Si parte domenica 30 ottobre con visite guidate al Bosco delle Fate nelle Gole del Torrente Canne per gruppi e famiglie (turni alle 9, 11 e alle 15). Lunedì 31 ottobre mattinata di pittura estemporanea per ragazzi (ma aperta anche agli adulti) con la collaborazione di “Quelli che il Parco” e de “La piccola accademia del tempo libero” e con premiazione finale alla presenza del maestro Maurizio Carnevali (dalle 9 alle 13). Nel pomeriggio dello stesso 31 ancora visite guidate al Bosco delle Fate (alle 15) e, a seguire, per i bambini, il racconto della fiaba della Fata Gelsomina a cura dell’attore Giancarlo Davoli (alle 17:30). Martedì 1° novembre ancora visite guidate al Bosco delle Fate (turni alle 9, 11 e 15) e, a seguire: “Al mulino vi presento la Calabria neo-esotica”, conversazione e proiezione di immagini a cura dello scrittore Francesco Bevilacqua (alle 17) in collaborazione con il Festival delle Erranze e della Filoxenia, con Rubbettino Editore e con il Lanificio Leo; musica e poesie “Memorie di un muro” con gli artisti Scalzi Musici Silvani (alle 18:30) con degustazione di caldarroste, pane di farina del Mulino, cioccolato, miele e marmellate. Venerdì 4 novembre, nel pomeriggio, presentazione del libro di Donatella Galli “Dario Galli, una vita per la cultura” Grafiché Editore, con l’autrice ed il prof. Italo Leone (alle 17). Infine, sabato 5 novembre, anche in questo caso nel pomeriggio, visite al Bosco delle fate (unico turno alle 15), e a seguire: viaggio tra gli antichi dialetti, “A passata via”, con il Coro Dialettale Madonna di Dipodi, e ancora degustazione di caldarroste, pane, cioccolato, miele e marmellate (alle 16); festa per il primo anno di attività del Mulino, con don Vittorio Dattilo (alle 17).
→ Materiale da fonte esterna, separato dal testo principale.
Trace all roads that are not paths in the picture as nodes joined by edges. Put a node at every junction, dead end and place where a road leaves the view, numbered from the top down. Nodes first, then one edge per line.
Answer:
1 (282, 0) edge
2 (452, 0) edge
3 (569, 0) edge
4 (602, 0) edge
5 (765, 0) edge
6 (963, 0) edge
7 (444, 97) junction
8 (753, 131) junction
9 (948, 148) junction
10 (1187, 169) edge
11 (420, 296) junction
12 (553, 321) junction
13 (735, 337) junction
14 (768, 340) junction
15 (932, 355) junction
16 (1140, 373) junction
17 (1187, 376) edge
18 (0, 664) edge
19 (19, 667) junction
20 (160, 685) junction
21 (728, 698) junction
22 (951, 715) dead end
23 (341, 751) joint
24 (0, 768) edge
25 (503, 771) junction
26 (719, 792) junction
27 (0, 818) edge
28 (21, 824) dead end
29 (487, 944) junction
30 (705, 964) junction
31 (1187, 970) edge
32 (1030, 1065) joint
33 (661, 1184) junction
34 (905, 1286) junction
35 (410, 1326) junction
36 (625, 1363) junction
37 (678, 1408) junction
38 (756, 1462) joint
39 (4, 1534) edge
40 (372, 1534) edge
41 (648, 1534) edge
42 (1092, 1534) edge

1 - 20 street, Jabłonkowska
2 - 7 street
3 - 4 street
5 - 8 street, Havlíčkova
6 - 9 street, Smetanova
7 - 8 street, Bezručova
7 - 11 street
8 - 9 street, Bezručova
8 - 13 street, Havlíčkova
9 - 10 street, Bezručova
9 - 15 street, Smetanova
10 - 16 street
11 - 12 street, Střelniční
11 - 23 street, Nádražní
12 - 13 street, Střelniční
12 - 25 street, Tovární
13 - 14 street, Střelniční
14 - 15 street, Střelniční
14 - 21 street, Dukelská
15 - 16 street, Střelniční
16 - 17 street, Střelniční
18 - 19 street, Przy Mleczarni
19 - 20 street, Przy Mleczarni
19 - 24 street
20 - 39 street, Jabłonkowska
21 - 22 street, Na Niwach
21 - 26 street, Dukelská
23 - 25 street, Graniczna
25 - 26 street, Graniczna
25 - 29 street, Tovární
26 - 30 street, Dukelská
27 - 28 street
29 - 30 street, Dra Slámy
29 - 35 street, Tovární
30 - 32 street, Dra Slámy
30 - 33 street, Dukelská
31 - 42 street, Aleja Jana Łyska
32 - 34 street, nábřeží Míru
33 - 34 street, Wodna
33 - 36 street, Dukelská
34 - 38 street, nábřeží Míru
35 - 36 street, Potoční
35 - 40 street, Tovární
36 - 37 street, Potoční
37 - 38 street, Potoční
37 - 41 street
“Ricordiamo – precisano gli organizzatori - che l’Antico Mulino delle Fate si raggiunge dalla strada provinciale che da Lamezia Terme sale verso Decollatura e Soveria, esattamente alle spalle del Castello Normanno-Svevo di Nicastro, imboccando la stradina che entra nel rione Niola e poi costeggia la valle del Torrente Canne. L’Antico Mulino è ad appena cinque minuti a piedi dalla strada provinciale. Nonostante il caldo di questi giorni, si consiglia di portare indumenti adeguati soprattutto per gli eventi serali”.